=== Directions for this task ===
Find the word "Hofwiese" in the data below and copy each line that holds it.

=== Exercise data ===
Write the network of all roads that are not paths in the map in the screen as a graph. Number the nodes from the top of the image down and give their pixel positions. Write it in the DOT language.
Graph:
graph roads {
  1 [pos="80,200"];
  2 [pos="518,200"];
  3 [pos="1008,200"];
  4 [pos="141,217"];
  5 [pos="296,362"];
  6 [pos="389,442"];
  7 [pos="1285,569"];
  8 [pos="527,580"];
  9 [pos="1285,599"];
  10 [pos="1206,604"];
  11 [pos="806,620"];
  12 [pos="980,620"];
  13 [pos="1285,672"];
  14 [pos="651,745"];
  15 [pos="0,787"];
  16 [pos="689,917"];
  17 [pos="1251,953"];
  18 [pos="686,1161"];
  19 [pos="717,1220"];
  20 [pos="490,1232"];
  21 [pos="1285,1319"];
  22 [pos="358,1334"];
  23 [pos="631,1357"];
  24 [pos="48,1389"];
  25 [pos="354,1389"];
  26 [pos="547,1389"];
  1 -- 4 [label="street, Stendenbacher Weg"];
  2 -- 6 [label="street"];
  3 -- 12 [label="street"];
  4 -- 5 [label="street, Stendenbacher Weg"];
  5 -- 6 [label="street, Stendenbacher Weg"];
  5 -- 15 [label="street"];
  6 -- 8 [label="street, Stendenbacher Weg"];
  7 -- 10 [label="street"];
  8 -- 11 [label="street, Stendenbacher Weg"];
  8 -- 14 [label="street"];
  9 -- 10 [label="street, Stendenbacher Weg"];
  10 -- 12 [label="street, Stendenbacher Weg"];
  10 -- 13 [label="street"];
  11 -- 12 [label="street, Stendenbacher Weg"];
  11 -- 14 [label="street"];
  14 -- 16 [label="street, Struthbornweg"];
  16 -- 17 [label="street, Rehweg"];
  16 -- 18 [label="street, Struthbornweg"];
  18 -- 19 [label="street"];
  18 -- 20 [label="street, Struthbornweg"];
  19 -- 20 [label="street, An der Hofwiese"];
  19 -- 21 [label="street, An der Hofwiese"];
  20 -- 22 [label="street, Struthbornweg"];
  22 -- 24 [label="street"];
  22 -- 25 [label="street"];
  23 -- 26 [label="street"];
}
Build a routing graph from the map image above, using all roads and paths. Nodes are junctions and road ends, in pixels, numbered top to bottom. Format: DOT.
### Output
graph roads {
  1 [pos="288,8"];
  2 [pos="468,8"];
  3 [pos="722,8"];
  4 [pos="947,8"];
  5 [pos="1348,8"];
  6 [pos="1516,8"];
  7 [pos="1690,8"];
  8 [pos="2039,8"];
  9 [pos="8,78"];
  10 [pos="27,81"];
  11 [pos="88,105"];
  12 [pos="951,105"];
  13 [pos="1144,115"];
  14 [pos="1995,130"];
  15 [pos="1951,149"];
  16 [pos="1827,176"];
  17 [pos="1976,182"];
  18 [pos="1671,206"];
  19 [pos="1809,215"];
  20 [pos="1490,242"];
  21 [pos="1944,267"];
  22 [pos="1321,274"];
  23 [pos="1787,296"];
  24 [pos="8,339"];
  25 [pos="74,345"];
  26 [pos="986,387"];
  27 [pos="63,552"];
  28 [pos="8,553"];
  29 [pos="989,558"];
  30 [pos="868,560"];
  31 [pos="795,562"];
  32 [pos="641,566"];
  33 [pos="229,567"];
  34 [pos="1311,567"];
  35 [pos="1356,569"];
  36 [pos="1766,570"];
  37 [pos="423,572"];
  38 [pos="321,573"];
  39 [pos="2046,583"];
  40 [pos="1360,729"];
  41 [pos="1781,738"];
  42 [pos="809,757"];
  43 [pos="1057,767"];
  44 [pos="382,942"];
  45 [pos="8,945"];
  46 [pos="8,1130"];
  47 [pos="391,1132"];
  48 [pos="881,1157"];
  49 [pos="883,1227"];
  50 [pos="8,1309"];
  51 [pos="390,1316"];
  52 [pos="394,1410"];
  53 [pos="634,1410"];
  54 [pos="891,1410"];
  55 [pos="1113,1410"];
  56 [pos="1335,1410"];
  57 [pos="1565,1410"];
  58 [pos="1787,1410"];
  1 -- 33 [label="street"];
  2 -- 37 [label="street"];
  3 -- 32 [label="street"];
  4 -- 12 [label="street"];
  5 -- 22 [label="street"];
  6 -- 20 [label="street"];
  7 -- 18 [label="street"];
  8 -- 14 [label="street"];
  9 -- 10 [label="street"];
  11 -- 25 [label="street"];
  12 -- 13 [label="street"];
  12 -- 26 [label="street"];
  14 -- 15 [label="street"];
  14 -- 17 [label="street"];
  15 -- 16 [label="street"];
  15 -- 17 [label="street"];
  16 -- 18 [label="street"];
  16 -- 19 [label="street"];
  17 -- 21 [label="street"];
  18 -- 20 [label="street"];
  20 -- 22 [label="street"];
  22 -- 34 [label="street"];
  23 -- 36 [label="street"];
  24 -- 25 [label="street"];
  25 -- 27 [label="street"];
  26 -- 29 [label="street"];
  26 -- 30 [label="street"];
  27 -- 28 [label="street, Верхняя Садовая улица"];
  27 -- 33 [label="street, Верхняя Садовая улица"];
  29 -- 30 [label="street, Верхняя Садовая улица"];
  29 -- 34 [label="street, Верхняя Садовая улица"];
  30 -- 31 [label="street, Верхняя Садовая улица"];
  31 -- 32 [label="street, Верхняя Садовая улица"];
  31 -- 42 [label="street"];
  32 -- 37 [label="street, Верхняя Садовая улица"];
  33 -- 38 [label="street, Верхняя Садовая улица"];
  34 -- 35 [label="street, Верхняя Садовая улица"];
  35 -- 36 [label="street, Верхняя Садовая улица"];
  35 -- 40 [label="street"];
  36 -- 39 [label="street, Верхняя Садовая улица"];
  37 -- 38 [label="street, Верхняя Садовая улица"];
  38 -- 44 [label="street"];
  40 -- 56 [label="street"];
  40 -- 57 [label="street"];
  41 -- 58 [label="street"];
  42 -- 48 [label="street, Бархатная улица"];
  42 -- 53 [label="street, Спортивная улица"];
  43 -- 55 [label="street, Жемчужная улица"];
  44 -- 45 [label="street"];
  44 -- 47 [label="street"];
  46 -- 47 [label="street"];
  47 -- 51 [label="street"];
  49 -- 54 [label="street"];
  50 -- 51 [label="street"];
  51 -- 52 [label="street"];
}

=== Response area ===
  19 -- 20 [label="street, An der Hofwiese"];
  19 -- 21 [label="street, An der Hofwiese"];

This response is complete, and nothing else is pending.